Assisted living communities that foster a sense of camaraderie are viewed by residents as offering a greater quality of life. High marks on camaraderie also correspond to how likely a resident would be to make the same decision to move in, if given the opportunity again.
That’s the main finding of People, Place, Programming: Quality of Life in Assisted Living, a 100-page report released by the American Seniors Housing Association (ASHA) in conjunction with ProMatura Group.
The study, authored by ProMatura CEO and founder, Dr. Margaret Wylde along with Director of Market Research and Academic Engagements Dr. Kristen Paris, surveyed 2,322 assisted living customers from 106 communities and was launched to determine how assisted living communities can provide a more satisfying environment, a greater sense of feeling at home and a better quality of life.
Using data provided by assisted living residents and their families, the report measured 20 operational attributes and their impacts on eight key quality indicators (KQI): overall satisfaction, sense of feeling at home, sense of safety and security, sense of control, perception of how the community runs, willingness to recommend the community, sense of value, and willingness to move to the community if they were to do it again.
“KQI is about the overall feeling and perception the resident has regarding where they live,” Wylde told Senior Housing News. The study also shows how communities that address what Wylde calls “unwelcome behaviors” can improve residents’ perception of where they live.
The study determined that camaraderie within a community had the greatest impact, while quality of food had the greatest impact among family members whose loved ones reside in assisted living.
Building on previous research
The new study was born from a previous study on what makes independent living communities feel like home, ASHA President David Schless told SHN. That study opened up additional lines of research ASHA and ProMatura did not anticipate.
One such line was collecting data from family members. Otherwise, it would have been an incomplete study.
“It was a natural next step to review assisted living,” Schless said.

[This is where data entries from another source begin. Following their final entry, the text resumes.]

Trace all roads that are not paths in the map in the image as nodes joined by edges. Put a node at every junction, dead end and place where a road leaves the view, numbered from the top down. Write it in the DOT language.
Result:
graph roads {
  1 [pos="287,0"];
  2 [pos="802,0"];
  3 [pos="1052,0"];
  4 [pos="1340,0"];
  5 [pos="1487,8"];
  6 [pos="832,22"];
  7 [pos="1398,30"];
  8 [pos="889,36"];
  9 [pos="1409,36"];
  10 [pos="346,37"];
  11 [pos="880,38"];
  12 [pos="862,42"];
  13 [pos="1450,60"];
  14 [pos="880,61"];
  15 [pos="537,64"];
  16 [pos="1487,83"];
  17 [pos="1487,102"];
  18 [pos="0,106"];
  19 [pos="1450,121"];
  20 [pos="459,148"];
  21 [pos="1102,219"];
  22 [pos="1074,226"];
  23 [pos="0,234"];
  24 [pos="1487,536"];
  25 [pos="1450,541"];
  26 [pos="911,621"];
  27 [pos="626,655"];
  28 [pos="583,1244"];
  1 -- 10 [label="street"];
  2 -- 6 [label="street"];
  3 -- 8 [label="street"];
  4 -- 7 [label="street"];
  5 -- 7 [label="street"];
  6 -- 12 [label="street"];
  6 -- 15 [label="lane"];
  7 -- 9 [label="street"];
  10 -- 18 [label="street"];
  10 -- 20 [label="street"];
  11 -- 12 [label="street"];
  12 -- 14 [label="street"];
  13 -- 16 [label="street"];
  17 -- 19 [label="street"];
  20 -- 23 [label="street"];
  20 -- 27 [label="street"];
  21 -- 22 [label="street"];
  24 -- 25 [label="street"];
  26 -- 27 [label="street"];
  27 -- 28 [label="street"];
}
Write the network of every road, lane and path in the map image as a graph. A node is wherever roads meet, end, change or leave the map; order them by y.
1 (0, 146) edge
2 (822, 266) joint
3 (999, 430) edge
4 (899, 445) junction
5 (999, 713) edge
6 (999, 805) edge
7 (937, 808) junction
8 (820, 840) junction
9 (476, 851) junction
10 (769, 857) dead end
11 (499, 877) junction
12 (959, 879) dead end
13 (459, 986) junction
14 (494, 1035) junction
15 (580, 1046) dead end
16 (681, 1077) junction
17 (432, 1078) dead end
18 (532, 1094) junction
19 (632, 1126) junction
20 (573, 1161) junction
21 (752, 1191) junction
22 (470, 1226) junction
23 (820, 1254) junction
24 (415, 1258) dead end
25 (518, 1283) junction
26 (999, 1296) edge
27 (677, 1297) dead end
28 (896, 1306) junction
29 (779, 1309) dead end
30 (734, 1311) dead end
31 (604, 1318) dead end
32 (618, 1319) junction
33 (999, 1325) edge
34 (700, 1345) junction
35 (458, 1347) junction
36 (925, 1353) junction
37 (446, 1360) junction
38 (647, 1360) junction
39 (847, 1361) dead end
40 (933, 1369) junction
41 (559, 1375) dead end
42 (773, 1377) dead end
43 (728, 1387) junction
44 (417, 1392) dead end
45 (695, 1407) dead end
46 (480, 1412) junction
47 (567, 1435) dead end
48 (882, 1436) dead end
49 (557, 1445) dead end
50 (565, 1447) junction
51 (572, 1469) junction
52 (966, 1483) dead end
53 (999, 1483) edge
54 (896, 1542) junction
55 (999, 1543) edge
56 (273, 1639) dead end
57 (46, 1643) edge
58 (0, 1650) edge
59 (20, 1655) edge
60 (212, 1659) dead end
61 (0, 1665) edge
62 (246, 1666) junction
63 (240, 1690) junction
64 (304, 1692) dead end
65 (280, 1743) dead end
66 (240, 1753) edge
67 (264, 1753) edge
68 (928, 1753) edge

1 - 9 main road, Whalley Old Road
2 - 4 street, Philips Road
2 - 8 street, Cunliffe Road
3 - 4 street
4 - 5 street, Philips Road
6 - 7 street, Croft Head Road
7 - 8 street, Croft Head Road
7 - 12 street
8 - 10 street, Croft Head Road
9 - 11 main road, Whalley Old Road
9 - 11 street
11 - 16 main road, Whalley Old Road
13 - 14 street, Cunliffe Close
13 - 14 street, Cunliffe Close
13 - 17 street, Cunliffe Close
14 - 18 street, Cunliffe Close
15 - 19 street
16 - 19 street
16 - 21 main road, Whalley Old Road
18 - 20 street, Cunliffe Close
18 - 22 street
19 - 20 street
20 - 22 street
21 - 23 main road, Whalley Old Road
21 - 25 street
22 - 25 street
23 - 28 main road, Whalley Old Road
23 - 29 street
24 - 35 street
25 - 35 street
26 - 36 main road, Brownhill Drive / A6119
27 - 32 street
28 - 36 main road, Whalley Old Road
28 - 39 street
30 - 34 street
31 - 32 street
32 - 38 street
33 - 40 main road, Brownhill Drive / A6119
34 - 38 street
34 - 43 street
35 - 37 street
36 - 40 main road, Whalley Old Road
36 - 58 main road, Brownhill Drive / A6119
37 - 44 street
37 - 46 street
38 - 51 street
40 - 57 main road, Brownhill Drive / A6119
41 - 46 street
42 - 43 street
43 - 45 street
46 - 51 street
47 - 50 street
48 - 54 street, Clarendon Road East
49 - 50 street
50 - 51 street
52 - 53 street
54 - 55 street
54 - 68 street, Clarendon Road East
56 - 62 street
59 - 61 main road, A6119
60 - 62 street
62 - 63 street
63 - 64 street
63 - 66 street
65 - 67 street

The complete report asked residents and family members about their physical and emotional health, limitations in activities, assisted living residency including length of stay and occupants, feeling at home in assisted living, and strategies to manage and prevent bullying in assisted living.
The results suggest that improvement is warranted in the capabilities of employees to create an environment of camaraderie. This had the highest impact on the residents’ perceptions of three KQIs: feeling at home, willingness to recommend, and value for the money spent.
If a community were to focus on improving the sense of camaraderie within the community, many perceptions about the community will be improved, and the atmosphere of the community will likely be more comfortable and supportive. It is likely that residents, family, and staff would enjoy a friendlier environment.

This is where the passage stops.